Persistence layer problems

I’m currently evaluating Temporal by processing larger batches of workflows through it. I’m using Postgres for persistency.

Sometimes, it ends up in a state where everything seems to be stuck. The database CPU utilization is very low (~1%), and Temporal is logging a lot of errors that seem to be related to the persistence layer. For example:

{ "msg":"Queue reader unable to retrieve tasks","shard-id":1142,"address":"10.0.41.70:7234","component":"visibility-queue-processor","queue-reader-id":0,"error":"GetVisibilityTasks operation failed. Select failed. Error: context deadline exceeded","logging-call-at":"reader.go:470", ... }
{ "msg":"Operation failed with internal error.","error":"GetVisibilityTasks operation failed.
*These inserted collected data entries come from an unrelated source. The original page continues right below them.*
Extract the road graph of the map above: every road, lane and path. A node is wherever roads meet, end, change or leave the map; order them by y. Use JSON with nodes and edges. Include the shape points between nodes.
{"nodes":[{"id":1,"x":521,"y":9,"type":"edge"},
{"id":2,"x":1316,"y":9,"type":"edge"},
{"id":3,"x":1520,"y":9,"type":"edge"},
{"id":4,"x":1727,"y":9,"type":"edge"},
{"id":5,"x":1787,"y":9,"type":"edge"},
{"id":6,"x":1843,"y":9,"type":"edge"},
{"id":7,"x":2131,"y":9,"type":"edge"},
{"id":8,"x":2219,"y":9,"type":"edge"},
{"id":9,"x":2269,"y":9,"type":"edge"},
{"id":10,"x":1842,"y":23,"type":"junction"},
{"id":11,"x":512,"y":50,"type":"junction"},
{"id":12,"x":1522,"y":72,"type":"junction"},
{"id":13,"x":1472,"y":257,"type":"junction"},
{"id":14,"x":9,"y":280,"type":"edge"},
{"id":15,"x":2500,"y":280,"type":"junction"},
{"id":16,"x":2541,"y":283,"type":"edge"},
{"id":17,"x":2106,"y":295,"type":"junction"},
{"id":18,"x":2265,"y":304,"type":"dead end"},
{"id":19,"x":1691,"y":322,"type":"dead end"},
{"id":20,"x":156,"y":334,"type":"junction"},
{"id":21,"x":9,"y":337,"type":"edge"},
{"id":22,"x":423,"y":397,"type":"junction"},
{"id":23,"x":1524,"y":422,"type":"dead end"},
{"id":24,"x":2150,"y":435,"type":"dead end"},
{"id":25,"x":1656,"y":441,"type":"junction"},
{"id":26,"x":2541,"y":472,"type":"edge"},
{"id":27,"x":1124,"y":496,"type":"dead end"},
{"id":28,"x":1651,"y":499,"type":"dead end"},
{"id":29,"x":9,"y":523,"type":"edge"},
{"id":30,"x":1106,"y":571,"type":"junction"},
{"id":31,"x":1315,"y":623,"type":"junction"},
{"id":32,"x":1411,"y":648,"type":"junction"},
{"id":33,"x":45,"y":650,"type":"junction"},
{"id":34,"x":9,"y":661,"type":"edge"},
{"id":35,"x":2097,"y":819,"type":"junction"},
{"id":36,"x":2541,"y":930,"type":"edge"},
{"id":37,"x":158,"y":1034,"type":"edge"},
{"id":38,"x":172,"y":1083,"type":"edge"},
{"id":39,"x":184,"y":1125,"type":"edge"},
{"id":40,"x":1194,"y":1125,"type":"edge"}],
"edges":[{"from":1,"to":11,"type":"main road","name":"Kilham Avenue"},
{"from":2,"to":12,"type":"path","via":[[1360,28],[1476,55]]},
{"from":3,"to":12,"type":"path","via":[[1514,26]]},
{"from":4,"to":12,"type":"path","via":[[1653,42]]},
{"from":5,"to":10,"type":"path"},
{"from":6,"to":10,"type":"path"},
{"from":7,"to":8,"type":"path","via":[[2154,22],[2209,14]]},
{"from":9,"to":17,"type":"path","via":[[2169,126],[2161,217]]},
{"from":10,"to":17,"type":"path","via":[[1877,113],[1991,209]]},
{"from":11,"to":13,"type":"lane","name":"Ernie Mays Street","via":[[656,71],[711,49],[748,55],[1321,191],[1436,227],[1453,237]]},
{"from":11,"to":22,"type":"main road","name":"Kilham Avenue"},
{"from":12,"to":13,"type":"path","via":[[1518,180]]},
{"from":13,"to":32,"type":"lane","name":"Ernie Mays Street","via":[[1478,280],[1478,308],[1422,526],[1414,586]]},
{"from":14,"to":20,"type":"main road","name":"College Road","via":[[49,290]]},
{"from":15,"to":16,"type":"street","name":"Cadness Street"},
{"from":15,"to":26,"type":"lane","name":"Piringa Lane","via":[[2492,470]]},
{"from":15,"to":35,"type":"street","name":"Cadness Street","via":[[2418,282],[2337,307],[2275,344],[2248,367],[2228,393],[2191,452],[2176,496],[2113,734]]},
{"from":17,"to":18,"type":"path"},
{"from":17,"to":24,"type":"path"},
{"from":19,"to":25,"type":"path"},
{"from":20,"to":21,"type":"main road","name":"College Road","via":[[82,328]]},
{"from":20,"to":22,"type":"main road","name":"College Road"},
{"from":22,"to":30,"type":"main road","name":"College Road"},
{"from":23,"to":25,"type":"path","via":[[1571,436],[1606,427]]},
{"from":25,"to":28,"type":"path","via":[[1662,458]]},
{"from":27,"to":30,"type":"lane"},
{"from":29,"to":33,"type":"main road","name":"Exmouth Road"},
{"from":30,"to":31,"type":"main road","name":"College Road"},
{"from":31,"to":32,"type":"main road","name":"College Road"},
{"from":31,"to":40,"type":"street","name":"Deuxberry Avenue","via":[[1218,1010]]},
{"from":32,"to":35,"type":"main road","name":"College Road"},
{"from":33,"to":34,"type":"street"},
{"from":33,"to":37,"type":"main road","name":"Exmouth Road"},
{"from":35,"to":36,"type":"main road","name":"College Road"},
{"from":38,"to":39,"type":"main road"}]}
Select failed. Error: context deadline exceeded","operation":"GetVisibilityTasks","logging-call-at":"persistence_metric_clients.go:1281", ... }
{"msg":"Error range completing queue task","shard-id":2583,"address":"10.0.41.70:7234","component":"timer-queue-processor","error":"RangeCompleteTimerTask operation failed. Error: context deadline exceeded","logging-call-at":"queue_base.go:453", ... }
{"msg":"Operation failed with internal error.","error":"GetTransferTasks operation failed. Select failed. Error: context deadline exceeded","operation":"GetTransferTasks","logging-call-at":"persistence_metric_clients.go:1281", ... }
{"msg":"Operation failed with internal error.","error":"UpdateShard failed. Failed to start transaction. Error: context deadline exceeded","operation":"UpdateShard","logging-call-at":"persistence_metric_clients.go:1281" ... }

…and so on, there’s a lot more. It looks a bit like a deadlock somewhere in the database layer.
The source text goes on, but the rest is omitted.